All these practical reminders are seeds which give rise to a spiritual benefit. Plagues and hurricanes and hardships have a way of refocusing us on what really matters. They force a clarity upon life; bringing into focus what often gets blurry when times are good. Is it any wonder then that God’s last directive to the Hebrew people is the call to remembrance. “You shall celebrate this day as a festival to the Lord; throughout all generations you shall observe it as a perpetual ordinance.”

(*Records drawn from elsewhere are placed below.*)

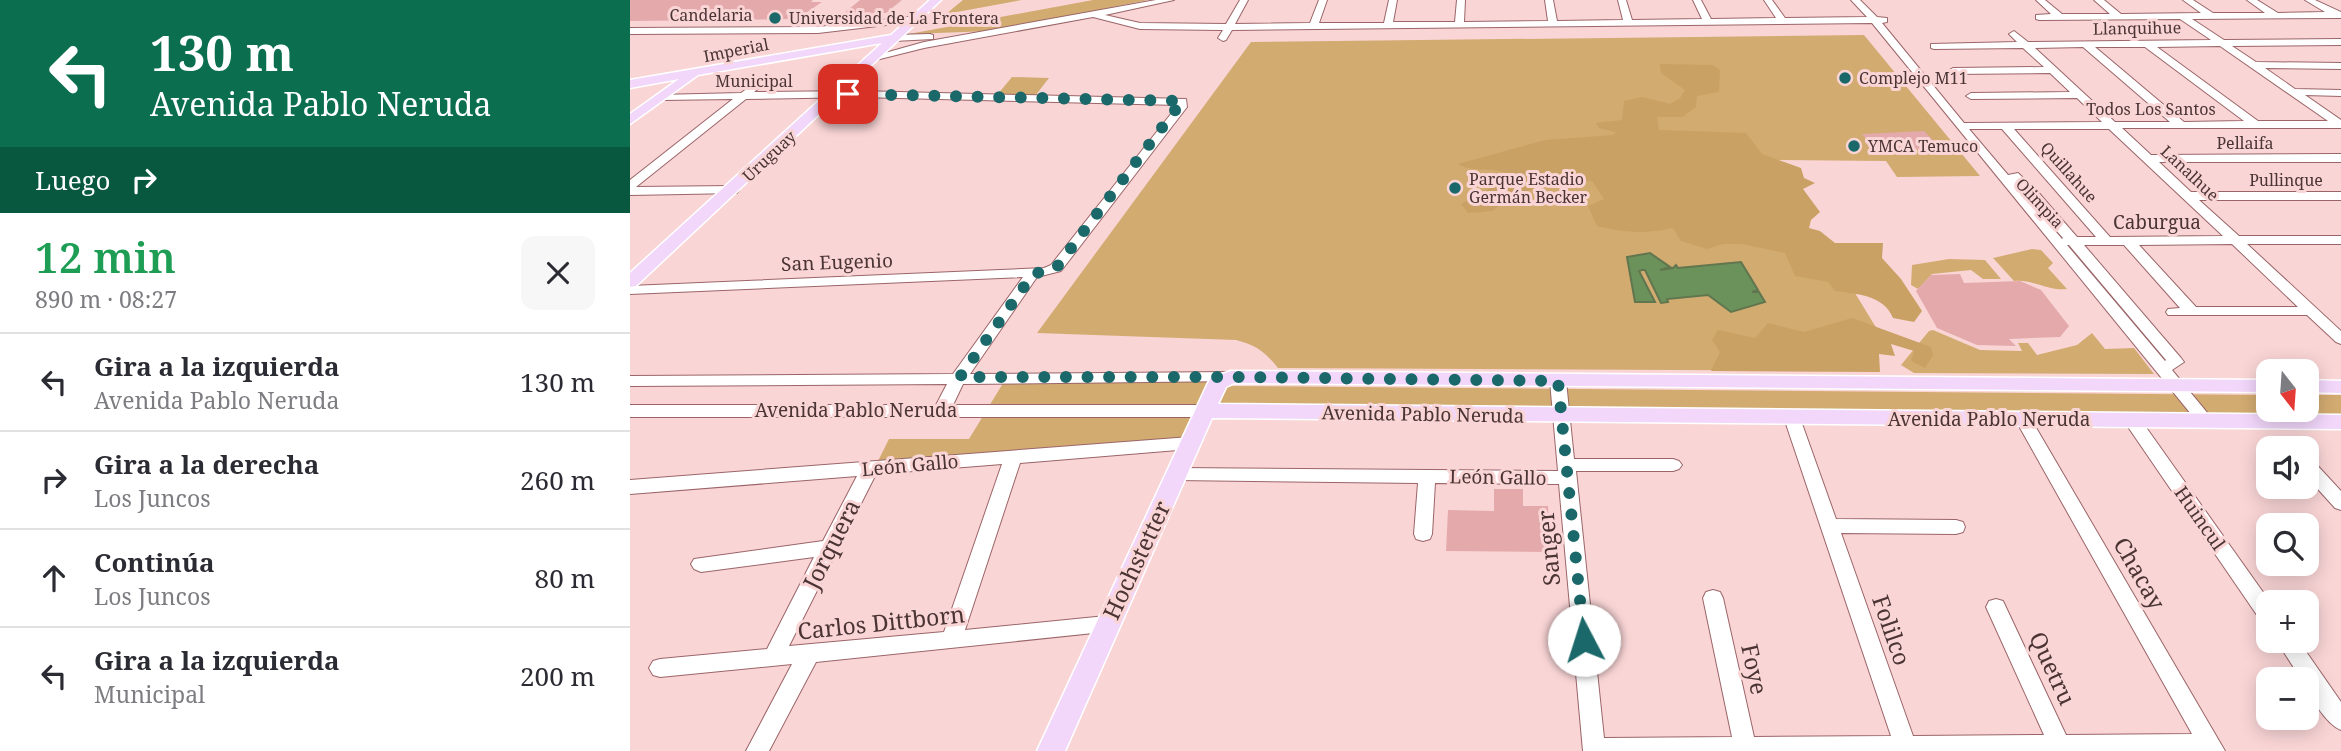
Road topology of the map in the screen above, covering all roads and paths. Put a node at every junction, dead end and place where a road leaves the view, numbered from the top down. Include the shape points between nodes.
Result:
1 (925, 0) edge
2 (936, 0) edge
3 (1170, 0) edge
4 (1244, 0) edge
5 (1323, 0) edge
6 (1393, 0) edge
7 (1461, 0) edge
8 (1549, 0) edge
9 (1622, 0) edge
10 (1697, 0) edge
11 (1768, 0) edge
12 (1855, 0) edge
13 (1867, 0) edge
14 (2040, 0) edge
15 (2187, 0) edge
16 (2251, 0) edge
17 (2309, 0) edge
18 (2101, 3) edge
19 (1096, 15) junction
20 (2339, 15) edge
21 (2167, 16) junction
22 (2182, 16) junction
23 (2211, 16) junction
24 (2277, 16) junction
25 (2039, 17) dead end
26 (2060, 17) junction
27 (2120, 17) junction
28 (917, 19) junction
29 (1872, 20) junction
30 (1629, 21) junction
31 (1707, 21) junction
32 (1782, 21) junction
33 (1553, 22) junction
34 (1459, 24) junction
35 (1388, 26) junction
36 (1229, 27) junction
37 (1313, 27) junction
38 (1886, 30) junction
39 (630, 31) edge
40 (894, 31) junction
41 (2014, 34) dead end
42 (985, 35) junction
43 (1223, 38) dead end
44 (2341, 42) edge
45 (2221, 43) junction
46 (2085, 44) junction
47 (2147, 44) junction
48 (2026, 45) junction
49 (1934, 46) dead end
50 (872, 58) junction
51 (2255, 65) junction
52 (2341, 65) edge
53 (2053, 70) junction
54 (1954, 71) dead end
55 (692, 75) junction
56 (766, 78) dead end
57 (630, 86) edge
58 (2293, 92) junction
59 (2341, 93) edge
60 (2079, 95) junction
61 (744, 96) junction
62 (836, 96) junction
63 (1971, 96) dead end
64 (662, 97) junction
65 (630, 120) edge
66 (2341, 124) edge
67 (2112, 125) junction
68 (2180, 125) junction
69 (2256, 125) junction
70 (1967, 126) junction
71 (2005, 126) junction
72 (2341, 158) edge
73 (2148, 159) junction
74 (630, 188) edge
75 (733, 190) junction
76 (2189, 196) junction
77 (2341, 196) edge
78 (2236, 240) junction
79 (2341, 240) edge
80 (2057, 241) junction
81 (2074, 241) junction
82 (2107, 241) junction
83 (2129, 241) junction
84 (1040, 273) junction
85 (630, 282) edge
86 (630, 290) edge
87 (2313, 311) junction
88 (2173, 312) dead end
89 (2192, 312) junction
90 (2341, 339) edge
91 (2163, 368) junction
92 (960, 377) junction
93 (1231, 377) junction
94 (630, 381) edge
95 (1558, 381) junction
96 (2178, 386) junction
97 (2256, 386) edge
98 (2319, 386) edge
99 (2341, 387) edge
100 (942, 410) junction
101 (630, 411) edge
102 (1206, 411) junction
103 (1563, 416) junction
104 (1792, 418) junction
105 (2023, 419) junction
106 (2132, 420) junction
107 (2206, 421) junction
108 (2341, 422) edge
109 (1190, 443) junction
110 (1014, 455) junction
111 (1673, 466) dead end
112 (870, 468) junction
113 (1567, 471) junction
114 (1176, 474) junction
115 (1427, 476) junction
116 (2319, 478) edge
117 (630, 487) edge
118 (2341, 503) edge
119 (1830, 526) junction
120 (1956, 527) dead end
121 (1423, 534) dead end
122 (829, 548) junction
123 (701, 564) dead end
124 (1713, 598) dead end
125 (2256, 598) edge
126 (1996, 607) dead end
127 (1106, 625) junction
128 (951, 640) junction
129 (2295, 653) edge
130 (809, 654) junction
131 (773, 657) junction
132 (660, 668) dead end
133 (2341, 720) edge
134 (2061, 748) edge
135 (2213, 748) edge
136 (1906, 749) edge
137 (1594, 750) edge
138 (1746, 750) edge
139 (757, 751) edge
140 (1051, 751) edge

1 - 40 main road, Uruguay
2 - 28 main road, Uruguay
3 - 19 street
4 - 36 street
5 - 37 street
6 - 35 street
7 - 34 street
8 - 33 street
9 - 30 street
10 - 31 street
11 - 32 street
12 - 29 street
13 - 38 street, Olimpia
14 - 26 street
15 - 23 street
16 - 24 street
17 - 20 street
18 - 21 street
18 - 27 street
19 - 36 street via 1140,26
19 - 42 street
20 - 24 street
21 - 22 street
21 - 27 street
22 - 23 street
22 - 45 street
23 - 24 street
25 - 26 street
26 - 27 street
28 - 40 main road, Uruguay
28 - 40 street, Candelaria
29 - 32 street
29 - 38 street
30 - 31 street
30 - 33 street
31 - 32 street
33 - 34 street
34 - 35 street
35 - 37 street
36 - 37 street
36 - 43 street
38 - 70 street, Olimpia
39 - 40 street, Candelaria
40 - 42 street
40 - 50 main road, Uruguay
40 - 55 main road, Imperial via 866,41
41 - 48 street, Lanalhue
42 - 50 street
44 - 45 street, Llanquihue
45 - 47 street, Llanquihue
45 - 51 street
46 - 47 street, Llanquihue
46 - 48 street, Llanquihue
46 - 68 street
47 - 69 street
48 - 49 street, Llanquihue
48 - 53 street, Lanalhue
50 - 62 main road, Uruguay
51 - 52 street
51 - 58 street
53 - 54 street
53 - 60 street, Lanalhue
55 - 57 main road, Imperial
55 - 64 main road
56 - 61 street
58 - 59 street
58 - 66 street
60 - 63 street
60 - 67 street, Lanalhue
61 - 62 street, Municipal
61 - 64 street, Municipal
61 - 74 street
62 - 75 main road, Uruguay
62 - 84 street, Municipal via 1182,101 1056,268
64 - 65 main road
66 - 69 street, Todos Los Santos
67 - 68 street, Todos Los Santos
67 - 71 street, Todos Los Santos
67 - 73 street, Lanalhue
68 - 69 street, Todos Los Santos
70 - 71 street, Todos Los Santos
70 - 80 street, Olimpia
70 - 81 street, Olimpia
71 - 82 street, Quillahue
72 - 73 street, Pellaifa
73 - 76 street, Lanalhue
74 - 75 street
75 - 85 main road, Uruguay
76 - 77 street, Pullinque
76 - 78 street, Lanalhue
78 - 79 street, Caburgua
78 - 83 street, Caburgua
78 - 87 street, Lanalhue
80 - 81 street, Caburgua
80 - 91 street, Olimpia
81 - 82 street, Caburgua
81 - 91 street, Olimpia via 2176,362
82 - 83 street, Caburgua
83 - 89 street
84 - 86 street, San Eugenio
84 - 92 street
87 - 89 street
87 - 90 street, Lanalhue
88 - 89 street
91 - 96 street, Olimpia
92 - 93 street, Avenida Pablo Neruda
92 - 94 street, Avenida Pablo Neruda
92 - 100 street
93 - 95 main road, Avenida Pablo Neruda
93 - 102 main road, Hochstetter via 1218,383
95 - 96 main road, Avenida Pablo Neruda
95 - 103 street, Sanger
96 - 97 main road, Avenida Pablo Neruda
96 - 107 street, Olimpia
98 - 99 main road
100 - 101 street, Avenida Pablo Neruda
100 - 102 street, Avenida Pablo Neruda
102 - 103 main road, Avenida Pablo Neruda
102 - 109 main road, Hochstetter
103 - 104 main road, Avenida Pablo Neruda
103 - 113 street, Sanger
104 - 105 main road, Avenida Pablo Neruda
104 - 119 street, Folilco
105 - 106 main road, Avenida Pablo Neruda
105 - 135 street, Chacay
106 - 107 main road, Avenida Pablo Neruda
106 - 125 street, Huincul
107 - 108 main road, Avenida Pablo Neruda
109 - 110 street, León Gallo
109 - 114 main road, Hochstetter
110 - 112 street, León Gallo
110 - 128 street
111 - 113 street, León Gallo
112 - 117 street, León Gallo
112 - 122 street, Jorquera
113 - 115 street, León Gallo
113 - 137 street, Sanger
114 - 115 street, León Gallo
114 - 127 main road, Hochstetter
115 - 121 street, León Gallo
116 - 118 street
119 - 120 street
119 - 136 street, Folilco
122 - 123 street
122 - 131 street, Jorquera
124 - 138 street, Foye
126 - 134 street, Quetru
127 - 128 street, Carlos Dittborn
127 - 140 main road, Hochstetter
128 - 130 street, Carlos Dittborn
129 - 133 street
130 - 131 street, Carlos Dittborn
130 - 139 street
131 - 132 street, Carlos Dittborn
134 - 135 street
134 - 136 street
136 - 138 street
137 - 138 street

Much of what the Hebrews (and all God’s people) are to remember is that God delivered those oppressed from the land of Egypt. But what we might want to remember this day is how God directed them to prepare for the worst in the best possible way: remember that you belong to God; gather with family and friends; prepare as best you can; think through what you will need; be prepared to move at a moment’s notice. These are lessons not just for plagues, not just for hurricanes, and not just for disasters, but for all of life. It is a good way to live because it is God’s way to live. It is how the God who gives us life guards us to see us through.
Remembering together in the presence of God has a way of putting the past in the past and helping us to reengage life again. It puts us on a path forward with sure footing, knowing that a sense of ‘normal’ will once again return even as we acknowledge our dependency on God alone… God who has been with us, is with us even now, and will be with us in the trying times of the future.